Because of his success, the European Business Association in Pyongyang declared him “Member of the Year” in 2006. Sadly, the business collapsed about a year later due to a serious flaw in the Polish business approach. The Polish investors first sent the equipment and their butcher, Makiel, to Pyongyang, but started negotiations on a joint venture contract when the operation was already in full swing.
But by then the positions between the Polish and the North Korean business partners had diverged, and could not be reconciled any further. The Polish investors, left without any negotiating leverage, asked me to take the business over or to look for another buyer. While I recognized that the Polish sausages were for the most part delicious and fresh, the lack of preservatives in Polish recipes made them unsuitable given North Korean practices. Consumers usually didn’t respect the expiration dates. Furthermore, the frequent power shortages made proper refrigeration impossible—a second factor that would make the sausages a health landmine more than a profitable opportunity.
In the photograph above, we welcomed this new member to the European Business Association, given our stagnated membership numbers at the time. And I was pleased to congratulate Jack Spoor, a senior executive of Spirax Sarco and his sponsoring partner, Director Ri of the Foreign Relations Department of the Ministry of Electricity and Coal Production, on the truly memorable day of their representative office opening.
It was extremely rare that a multinational corporation opened an office, let alone a factory, in North Korea. When that did happen, there was usually a major sensation in the international press. When American businessman Gabriel David Gottlieb Schulze, the Beijing-based CEO of Schulze Global Investments, based in Beijing announced in 2011 he would bring Coca Cola and KFC to North Korea, it caused a media hype. Schulze had already offered hundreds of thousands of dollars worth of loans to mining companies in North Korea for equipment.
It’s regrettable that the two American multinationals were quick to deny any plan to do business with North Korea. The last Western multinational to set up a licensed representative office was Spirax Sarco, a globally leading manufacturer of boiler and pipeline control valves for steam heating and process plants. On its website the company boasts that it employs “over 4,500 people with offices and manufacturing
facilities worldwide”. Spirax-Sarco opened its representative office in the Changgwang Foreign Dormitory and Offices high-rise building near the Koryo Hotel where we sat opposite to each other on the same floor
The above extract from the website of the Pyongyang Business School quoted media, which reflected on the purpose of this school.
Pictured are the resident members of the European Business Association at an informal meal. On the left is the head of a Russian fisheries company in North Korea. He was the only foreigner allowed to use a global positioning system (GPS) for professional reasons, like locating the position of boats at sea. The second man from the left was the chief representative of the Russian airline Aeroflot, which in 2006 shut down its presence due to lack of business.

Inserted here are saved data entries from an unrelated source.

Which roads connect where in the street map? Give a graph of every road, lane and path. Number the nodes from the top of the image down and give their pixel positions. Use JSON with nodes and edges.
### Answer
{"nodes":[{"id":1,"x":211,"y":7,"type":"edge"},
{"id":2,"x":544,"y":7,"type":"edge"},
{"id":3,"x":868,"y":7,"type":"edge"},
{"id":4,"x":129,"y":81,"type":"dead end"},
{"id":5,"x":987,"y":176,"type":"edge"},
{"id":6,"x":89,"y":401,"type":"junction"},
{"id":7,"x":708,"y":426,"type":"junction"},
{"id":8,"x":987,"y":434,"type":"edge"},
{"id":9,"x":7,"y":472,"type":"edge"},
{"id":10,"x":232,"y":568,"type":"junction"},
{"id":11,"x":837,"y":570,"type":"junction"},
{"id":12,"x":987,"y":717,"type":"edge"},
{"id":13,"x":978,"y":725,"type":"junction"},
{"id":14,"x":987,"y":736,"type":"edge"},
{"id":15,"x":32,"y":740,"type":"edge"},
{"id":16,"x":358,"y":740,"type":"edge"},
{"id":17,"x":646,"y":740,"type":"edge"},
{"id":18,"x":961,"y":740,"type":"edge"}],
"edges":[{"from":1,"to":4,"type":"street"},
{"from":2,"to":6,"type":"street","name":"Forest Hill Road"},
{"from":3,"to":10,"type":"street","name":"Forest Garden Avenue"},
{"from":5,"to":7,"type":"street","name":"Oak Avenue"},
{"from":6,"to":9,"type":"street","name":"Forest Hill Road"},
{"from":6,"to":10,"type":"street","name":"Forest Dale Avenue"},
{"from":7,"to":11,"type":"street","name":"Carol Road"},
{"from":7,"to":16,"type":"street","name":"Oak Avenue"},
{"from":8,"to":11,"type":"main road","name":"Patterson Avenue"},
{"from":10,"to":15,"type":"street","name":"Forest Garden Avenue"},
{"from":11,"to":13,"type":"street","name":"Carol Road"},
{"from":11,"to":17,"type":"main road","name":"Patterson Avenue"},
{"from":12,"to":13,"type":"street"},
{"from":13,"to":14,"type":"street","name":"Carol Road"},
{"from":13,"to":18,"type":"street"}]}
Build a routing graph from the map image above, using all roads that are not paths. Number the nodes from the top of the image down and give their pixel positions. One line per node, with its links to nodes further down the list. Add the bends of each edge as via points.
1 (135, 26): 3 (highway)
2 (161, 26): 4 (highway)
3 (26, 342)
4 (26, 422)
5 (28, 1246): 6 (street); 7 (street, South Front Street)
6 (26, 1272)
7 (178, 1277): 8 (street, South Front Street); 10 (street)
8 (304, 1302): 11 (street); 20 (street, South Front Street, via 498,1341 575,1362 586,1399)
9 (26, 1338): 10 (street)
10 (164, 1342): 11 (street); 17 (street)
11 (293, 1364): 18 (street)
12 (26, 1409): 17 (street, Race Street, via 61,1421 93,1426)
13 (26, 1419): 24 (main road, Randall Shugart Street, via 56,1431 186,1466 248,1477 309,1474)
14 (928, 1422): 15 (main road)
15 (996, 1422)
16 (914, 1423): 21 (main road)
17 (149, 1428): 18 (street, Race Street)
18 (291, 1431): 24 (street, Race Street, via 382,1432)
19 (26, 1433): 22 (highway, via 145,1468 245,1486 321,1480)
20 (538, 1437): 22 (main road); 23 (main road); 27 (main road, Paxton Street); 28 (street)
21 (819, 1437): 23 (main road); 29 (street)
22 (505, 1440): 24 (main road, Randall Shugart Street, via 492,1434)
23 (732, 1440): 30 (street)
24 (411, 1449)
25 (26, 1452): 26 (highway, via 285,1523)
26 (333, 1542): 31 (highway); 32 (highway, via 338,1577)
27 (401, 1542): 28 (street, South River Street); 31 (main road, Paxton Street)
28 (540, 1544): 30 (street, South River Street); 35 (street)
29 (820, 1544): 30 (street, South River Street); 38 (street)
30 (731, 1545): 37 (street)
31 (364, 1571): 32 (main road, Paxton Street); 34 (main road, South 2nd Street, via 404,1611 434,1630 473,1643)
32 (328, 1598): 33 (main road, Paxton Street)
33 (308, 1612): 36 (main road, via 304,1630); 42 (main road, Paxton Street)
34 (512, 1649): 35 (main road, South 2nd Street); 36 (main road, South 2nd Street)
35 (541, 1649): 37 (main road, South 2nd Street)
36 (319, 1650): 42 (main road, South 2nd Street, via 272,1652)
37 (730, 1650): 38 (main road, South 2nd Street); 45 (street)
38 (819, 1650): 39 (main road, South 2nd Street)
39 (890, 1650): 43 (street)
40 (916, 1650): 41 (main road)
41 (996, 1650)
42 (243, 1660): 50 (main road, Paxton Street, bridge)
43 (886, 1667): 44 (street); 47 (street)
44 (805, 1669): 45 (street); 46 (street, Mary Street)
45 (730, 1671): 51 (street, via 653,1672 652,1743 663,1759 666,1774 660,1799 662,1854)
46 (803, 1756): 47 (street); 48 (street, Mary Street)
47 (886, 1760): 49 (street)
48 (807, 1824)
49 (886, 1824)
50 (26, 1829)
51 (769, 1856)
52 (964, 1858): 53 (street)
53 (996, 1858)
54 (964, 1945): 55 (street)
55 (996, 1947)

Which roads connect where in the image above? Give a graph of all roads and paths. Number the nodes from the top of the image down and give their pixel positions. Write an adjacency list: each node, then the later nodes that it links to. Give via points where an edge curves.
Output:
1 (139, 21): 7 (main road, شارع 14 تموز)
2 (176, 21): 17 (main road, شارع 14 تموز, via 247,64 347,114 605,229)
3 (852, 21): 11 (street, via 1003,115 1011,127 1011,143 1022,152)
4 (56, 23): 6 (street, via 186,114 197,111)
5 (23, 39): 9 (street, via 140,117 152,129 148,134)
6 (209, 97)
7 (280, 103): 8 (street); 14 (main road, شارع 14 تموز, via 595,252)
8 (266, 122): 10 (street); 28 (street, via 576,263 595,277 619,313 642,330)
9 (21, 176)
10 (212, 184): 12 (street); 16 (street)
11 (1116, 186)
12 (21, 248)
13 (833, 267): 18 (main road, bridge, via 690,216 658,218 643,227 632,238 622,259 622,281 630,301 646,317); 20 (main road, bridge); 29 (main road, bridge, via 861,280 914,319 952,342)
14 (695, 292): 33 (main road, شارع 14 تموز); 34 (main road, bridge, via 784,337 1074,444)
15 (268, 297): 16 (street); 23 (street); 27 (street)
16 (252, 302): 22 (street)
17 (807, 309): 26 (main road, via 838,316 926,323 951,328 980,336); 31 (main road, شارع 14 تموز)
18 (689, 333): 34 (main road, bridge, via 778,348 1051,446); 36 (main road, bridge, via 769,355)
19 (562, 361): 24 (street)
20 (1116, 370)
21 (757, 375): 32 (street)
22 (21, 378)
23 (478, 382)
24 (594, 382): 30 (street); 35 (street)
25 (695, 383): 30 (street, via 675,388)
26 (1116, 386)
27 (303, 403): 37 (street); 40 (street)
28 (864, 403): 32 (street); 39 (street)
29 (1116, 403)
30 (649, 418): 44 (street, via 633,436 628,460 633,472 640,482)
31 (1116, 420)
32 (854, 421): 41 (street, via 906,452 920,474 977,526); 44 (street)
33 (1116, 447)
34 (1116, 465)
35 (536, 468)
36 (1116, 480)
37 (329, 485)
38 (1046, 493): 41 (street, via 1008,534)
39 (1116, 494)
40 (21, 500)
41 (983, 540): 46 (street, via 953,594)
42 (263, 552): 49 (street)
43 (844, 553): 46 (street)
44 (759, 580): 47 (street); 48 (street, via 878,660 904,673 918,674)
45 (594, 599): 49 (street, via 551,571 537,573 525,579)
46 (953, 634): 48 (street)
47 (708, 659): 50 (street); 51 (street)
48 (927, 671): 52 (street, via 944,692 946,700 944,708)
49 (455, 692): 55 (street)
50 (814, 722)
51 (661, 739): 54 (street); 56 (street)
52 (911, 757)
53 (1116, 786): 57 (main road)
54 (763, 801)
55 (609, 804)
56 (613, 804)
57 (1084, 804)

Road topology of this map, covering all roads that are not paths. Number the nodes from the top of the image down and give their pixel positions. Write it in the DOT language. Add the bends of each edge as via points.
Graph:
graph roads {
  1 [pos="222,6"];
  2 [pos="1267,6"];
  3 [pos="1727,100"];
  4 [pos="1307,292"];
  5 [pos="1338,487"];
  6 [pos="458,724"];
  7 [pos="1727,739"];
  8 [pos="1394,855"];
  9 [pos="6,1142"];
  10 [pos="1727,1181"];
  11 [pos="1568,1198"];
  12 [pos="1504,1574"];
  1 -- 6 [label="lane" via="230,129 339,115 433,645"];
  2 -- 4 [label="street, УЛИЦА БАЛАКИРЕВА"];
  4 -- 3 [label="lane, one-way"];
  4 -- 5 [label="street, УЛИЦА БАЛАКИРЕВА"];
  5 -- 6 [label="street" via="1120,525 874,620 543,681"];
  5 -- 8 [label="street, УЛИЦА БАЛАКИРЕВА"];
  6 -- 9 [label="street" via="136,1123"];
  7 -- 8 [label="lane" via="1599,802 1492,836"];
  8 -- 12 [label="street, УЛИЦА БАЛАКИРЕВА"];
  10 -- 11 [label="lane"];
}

The first gentleman on the right studied at Kim Il Sung University and became later a leading and respected diplomat at the embassy of the socialist German Democratic Republic to the DPRK. After Germany’s reunification on West Germany’s terms, he lost his job like other East German government officials. He represented a living example to the North Korean cadres of what would happen after a reunification on South Korea’s terms—a scenario that they fear.